The roots of this transportation crisis started long before this rocky school year. JCPS was facing a bus driver shortage last year, when 250 bus driver jobs were unfilled. Last school year, buses frequently picked up and dropped off students late. The head of the local International Brotherhood of Teamsters affiliate representing the bus drivers said that poor student behavior caused former drivers to run for the hills.

Who could blame them? After all, a driver can earn more with FedEx or UPS and gets a larger paycheck without any unruly passengers. (In a gracious moment of cooperation, UPS has offered to meet with JCPS officials to help them sort out their logistics.) Prolonged school closures during COVID, perpetuated by teacher unions, caused a spike in school violence. “Restorative justice” policies, also favored by the teacher unions and used at JCPS, replace meaningful consequences with a slap on the wrist. It’s no mystery why bus drivers wouldn’t want to work there. 
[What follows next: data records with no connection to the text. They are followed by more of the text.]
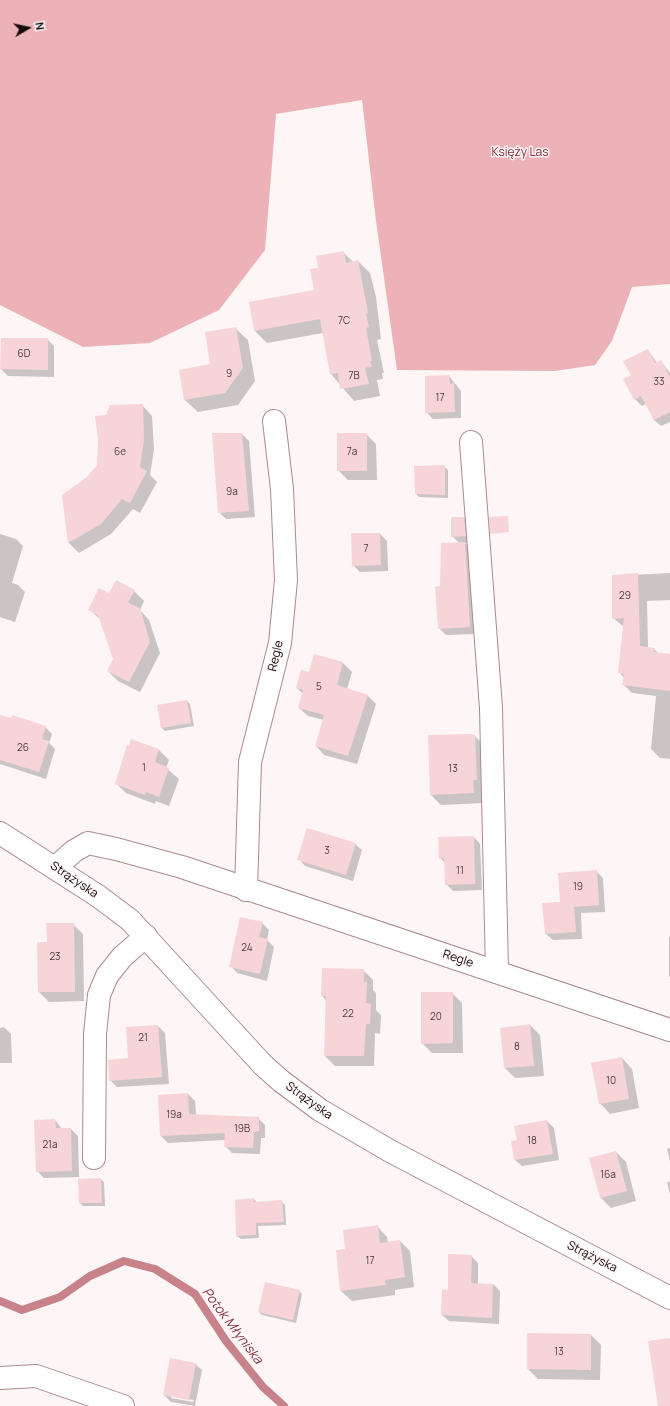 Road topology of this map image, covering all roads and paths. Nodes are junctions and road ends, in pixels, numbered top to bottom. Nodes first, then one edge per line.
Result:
1 (274, 421) dead end
2 (471, 442) dead end
3 (0, 833) edge
4 (55, 868) junction
5 (246, 890) junction
6 (146, 936) junction
7 (497, 971) junction
8 (670, 1030) edge
9 (94, 1158) dead end
10 (670, 1298) edge
11 (0, 1378) edge
12 (123, 1406) edge

1 - 5 street, Regle
2 - 7 street
3 - 4 street, Strążyska
4 - 5 street, Regle
4 - 6 street, Strążyska
5 - 7 street, Regle
6 - 9 street
6 - 10 street, Strążyska
7 - 8 street, Regle
11 - 12 street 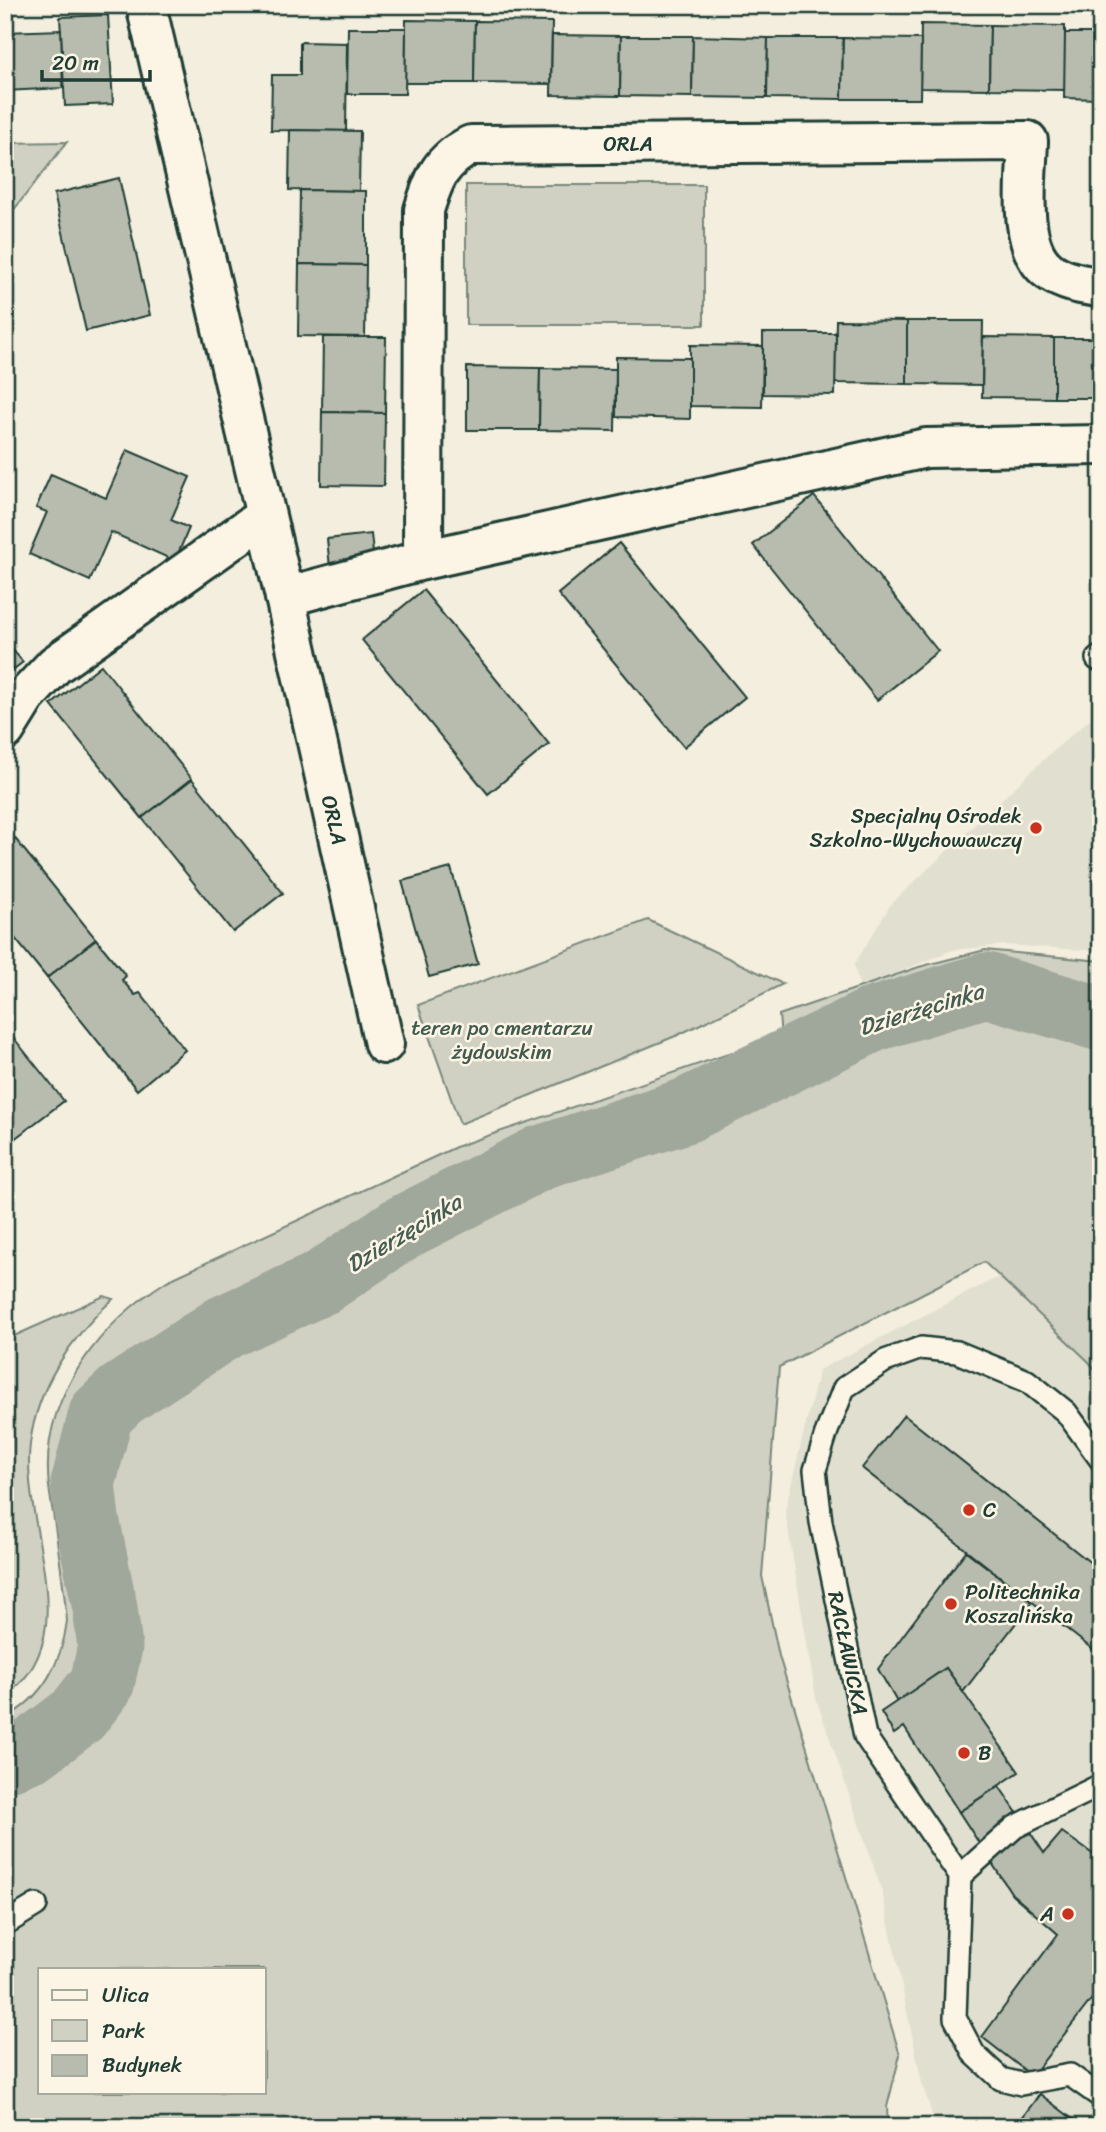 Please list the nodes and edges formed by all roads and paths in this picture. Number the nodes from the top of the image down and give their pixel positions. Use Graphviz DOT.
graph roads {
  1 [pos="146,5"];
  2 [pos="1101,287"];
  3 [pos="1101,445"];
  4 [pos="265,516"];
  5 [pos="424,560"];
  6 [pos="285,597"];
  7 [pos="5,730"];
  8 [pos="384,1044"];
  9 [pos="1101,1460"];
  10 [pos="1101,1785"];
  11 [pos="960,1875"];
  12 [pos="36,1905"];
  13 [pos="5,1924"];
  14 [pos="1101,2097"];
  1 -- 4 [label="street, ORLA"];
  2 -- 5 [label="street, ORLA"];
  3 -- 5 [label="street"];
  4 -- 6 [label="street, ORLA"];
  4 -- 7 [label="street"];
  5 -- 6 [label="street"];
  6 -- 8 [label="street, ORLA"];
  9 -- 11 [label="lane, RACŁAWICKA"];
  10 -- 11 [label="lane"];
  11 -- 14 [label="lane"];
  12 -- 13 [label="lane"];
}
Rather than fix these problems at the source, by recruiting more bus drivers with better pay or getting serious about student discipline, JCPS wrote a check: The district paid AlphaRoute, a transportation planning company, more than a quarter million dollars to create new bus routes and schedules for the district. The current transportation disaster was a predictable one; AlphaRoute had failed to deliver a workable transit plan for Columbus City Schools in Ohio, too. 

As children are stuck at home with nowhere to learn, parents are panicking to find suitable child care. Families plan their lives around school schedules, and for a school system to be unable to stick to the schedule it created for itself is just plain embarrassing. Teachers, too, must now recalibrate their plans based on an uncertain future schedule. 

JCPS Superintendent Dr. Marty Pollio apologized both to parents and to the bus drivers, many of whom said the plan would not work. Pollio is highly paid by taxpayers—more than $350,000 per year, a $75,000 raise from last year—and ought to put his money where his mouth is. The least Pollio could do is forgo his salary for as long as JCPS students are forced to forgo their education. Elementary and middle school students will go back to school on Friday, after losing six days to bureaucratic incompetence. High schoolers will return on Monday, having lost seven. 

The story of the JCPS bus fiasco is the same story of how education itself has lost its way: Highly-paid bureaucrats and their hand-picked consultants neglected to listen to the people closest to the work, and the end result is a crisis that robs students of an education.